WhatsApp grubundaki konuşmalar gizlilik içeren kişisel veri niteliğinde olduğundan, salt nasıl temin edildiği anlaşılamayan bu yazışmalara dayanılarak iş sözleşmesinin feshi haksız.
Delil olmuyor
Yani sevgili İhsan Amca, işveren de olsa, çalışanların kurduğu WhatsApp grubuna göre, gruba üye olmayan herkes üçüncü kişi konumundadır ve oradaki mesajlaşmalar kendisine kapalı.
Bu durum hep aynıdır, değişmez, dersin hocası öğrencilerin kurduğu, rektör akademisyenlerin kurduğu, antrenör futbolcuların kurduğu, yönetmen oyuncuların kurduğu - bu liste uzar gider - WhatsApp grubuna göre üçüncü kişi konumundadır ve gruptakilerin onayı ve izni dışında elde edeceği mesajlar, hukuka aykırı yolda elde edilmiş mesaj kabul edilir. Delil olarak kullanılması tam serbest değildir.
Süreli kural, süresiz istisna
Süresiz nafakayla ilgili sorunu bilmeyen kalmadı. Ben de hem adalet ve hakkaniyet, hem de sosyal ve ekonomik yönü nedeniyle birçok kere bu köşede dile getirdim. Muhtemelen süresiz nafaka sistemi değişecek.

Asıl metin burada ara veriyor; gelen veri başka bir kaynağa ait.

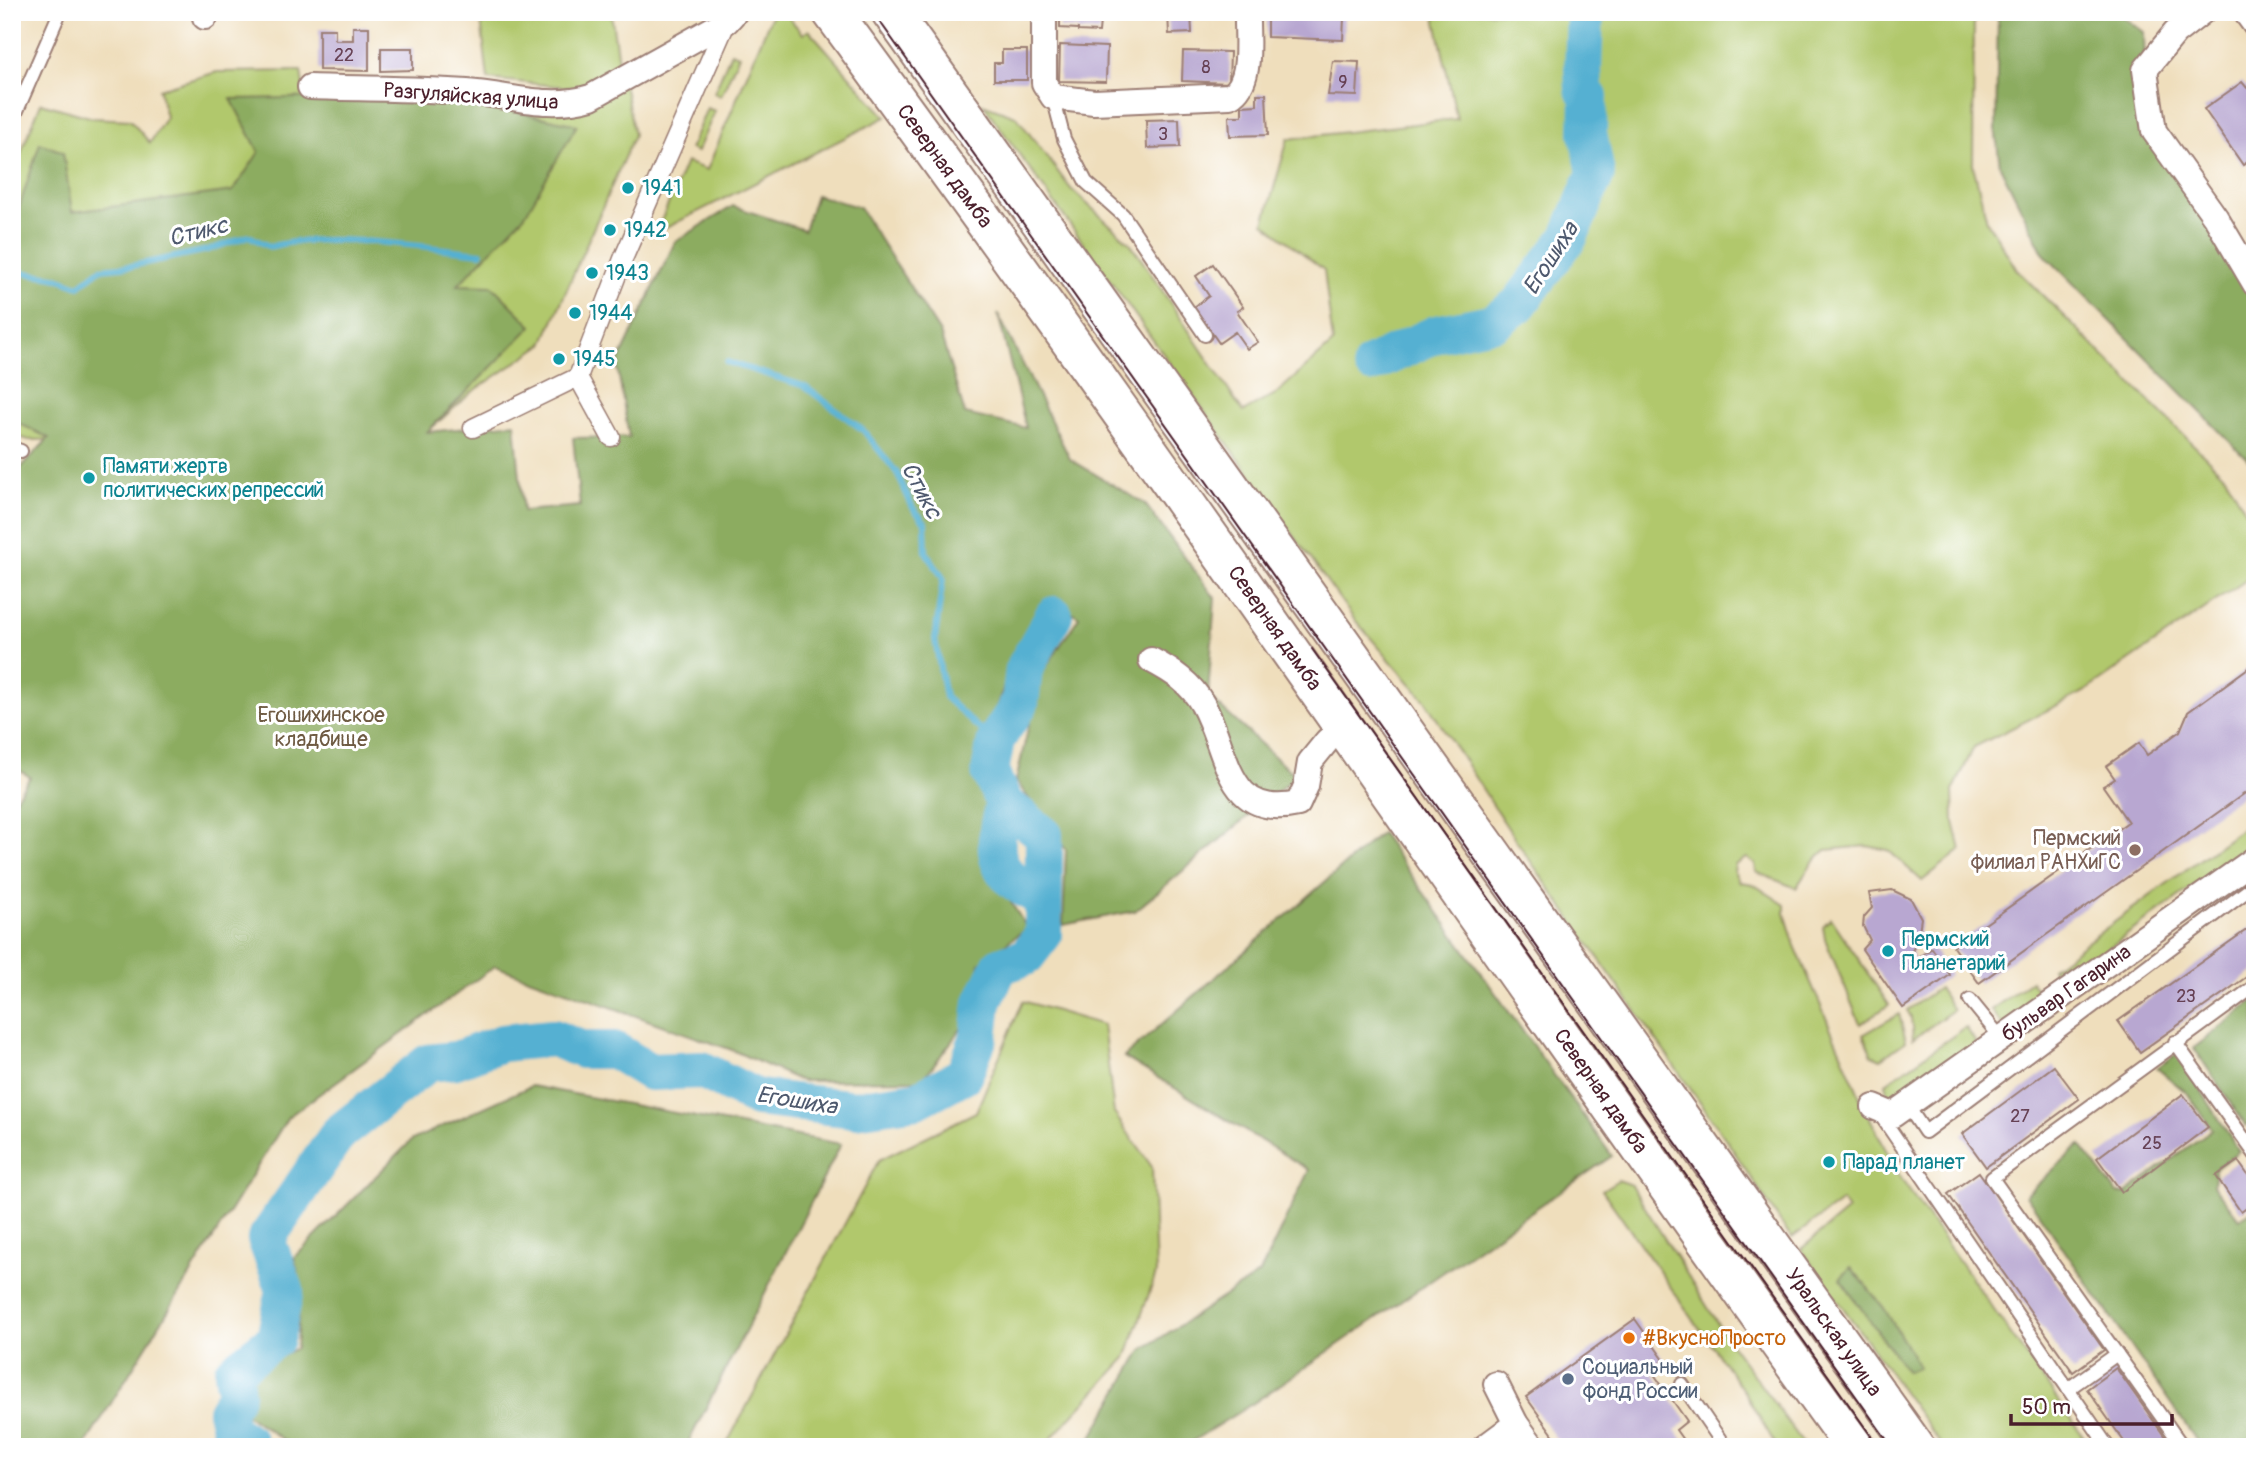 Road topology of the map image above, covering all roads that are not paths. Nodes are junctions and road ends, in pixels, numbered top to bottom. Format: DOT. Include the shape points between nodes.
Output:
graph roads {
  1 [pos="60,12"];
  2 [pos="832,12"];
  3 [pos="891,12"];
  4 [pos="1044,12"];
  5 [pos="1247,12"];
  6 [pos="2202,12"];
  7 [pos="2238,12"];
  8 [pos="731,16"];
  9 [pos="2255,35"];
  10 [pos="29,87"];
  11 [pos="310,87"];
  12 [pos="12,90"];
  13 [pos="1053,97"];
  14 [pos="12,122"];
  15 [pos="2255,284"];
  16 [pos="1205,335"];
  17 [pos="578,377"];
  18 [pos="473,428"];
  19 [pos="611,437"];
  20 [pos="1151,660"];
  21 [pos="1327,741"];
  22 [pos="2255,859"];
  23 [pos="2255,885"];
  24 [pos="2255,985"];
  25 [pos="1970,1000"];
  26 [pos="2001,1038"];
  27 [pos="2175,1042"];
  28 [pos="1907,1105"];
  29 [pos="1874,1107"];
  30 [pos="2255,1154"];
  31 [pos="2117,1354"];
  32 [pos="1496,1384"];
  33 [pos="1682,1384"];
  34 [pos="2068,1389"];
  35 [pos="1516,1424"];
  36 [pos="1485,1447"];
  37 [pos="1533,1447"];
  38 [pos="1726,1447"];
  39 [pos="1854,1447"];
  40 [pos="1915,1447"];
  41 [pos="2108,1447"];
  42 [pos="2183,1447"];
  1 -- 10 [label="lane"];
  2 -- 39 [label="main road, Северная дамба" via="1347,729"];
  3 -- 40 [label="main road, Уральская улица"];
  4 -- 13 [label="street" via="1044,83"];
  5 -- 13 [label="street" via="1245,77 1240,90 1230,96 1094,102"];
  6 -- 15 [label="street" via="2175,33 2145,70 2154,131 2216,218"];
  7 -- 9 [label="lane"];
  8 -- 11 [label="street, Разгуляйская улица" via="591,97 569,103 543,104 470,92"];
  8 -- 17 [label="street" via="623,259"];
  10 -- 12 [label="lane"];
  10 -- 14 [label="lane"];
  13 -- 16 [label="lane" via="1064,139 1086,182 1123,215"];
  17 -- 18 [label="street"];
  17 -- 19 [label="street"];
  20 -- 21 [label="street" via="1181,676 1202,703 1230,774 1249,801 1274,809 1298,804 1310,762"];
  22 -- 26 [label="street, бульвар Гагарина"];
  23 -- 28 [label="lane" via="1925,1132"];
  24 -- 27 [label="lane"];
  25 -- 26 [label="lane"];
  26 -- 28 [label="street, бульвар Гагарина"];
  27 -- 30 [label="lane"];
  27 -- 31 [label="lane" via="1992,1178"];
  28 -- 29 [label="street, бульвар Гагарина" via="1893,1115"];
  29 -- 34 [label="lane"];
  31 -- 34 [label="lane"];
  31 -- 42 [label="lane"];
  32 -- 35 [label="street"];
  33 -- 38 [label="lane"];
  34 -- 41 [label="lane"];
  35 -- 36 [label="street"];
  35 -- 37 [label="street"];
}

Ancak şunu vurgulayayım... Hiçbir düzenleme herkesi memnun etmeyecek. Süresiz nafakanın devamından yana olanlar da düşüncelerini kamuoyunda duyurmaya başladılar.
Bunların en sonuncusu, “100 Kadın” tarafından kurulan “Nafaka Hakkı Kadın Platformu”. İçlerinde, Ümit Boyner gibi iş insanları, Aysel Çelikel gibi hukukçu akademisyenler, Özge Özpirinççi gibi sanatçılar da var. Bir metni imzaya açtılar. Emek ve çabaları için teşekkürler.
Çözüm önerim nedir?
Metninde, süresiz nafakanın sınırlanmasına dahi karşı olmaları beni şaşırttı. Doğrudur, istihdamda ve ücretlendirmede kadın ve erkek eşitsizliği var. Ama benim çözüm önerilerim arasında, işyerlerine, tıpkı özürlü ve hükümlü çalıştırma zorunluluğu gibi nafaka alacaklısı kadın çalıştırma zorunluluğu getirilmesi var.
Aile içi şiddete maruz kalan, istihdamdaki ve ücretlendirmedeki eşitsizliğe dayalı ekonomik kaygılar sebebiyle evliliğini sürdürmek, her türlü şiddet ve çileye boyun bükmek zorunda kalan kadına, boşanma sonrası istihdam perspektifi sağlamak, ekonomik bağımsızlığını ve geleceğini yasal güvence altına almak, onu ve kişiliğini daha iyi korumaz mı!
Sosyal Devlet ilkesi gereği gerekli önlemler alınmayacaksa, elbette süresiz nafakanın sınırlandırılması, iyileşmesi zor yeni sosyal yaralara neden olur. Tabii ki ben de, “Nafaka Hakkı Kadın Platformu” imza metninde belirtildiği gibi, kocası izin vermediği, çocuklarına bakma yükümlülüğü gibi sebeplerle “meslek sahibi olamamış veya meslek sahibi olsa dahi çalışmasına izin verilmediği ve/veya evin tüm yükü üzerine bırakıldığı için mesleğini icra edememiş kadınların” tamamen nafakasız kalmasına taraftar değilim, ama süresiz nafaka ile boşandıkları eşlerine bağlı kalmalarından yana da değilim.
Çözümü kısaca yinelemem gerekirse, süreli nafaka kural, süresiz nafaka istisna olarak devam etmelidir. Bunun da anayasal Sosyal Devlet ilkesi çerçevesinde gerçekleşmesi elzemdir.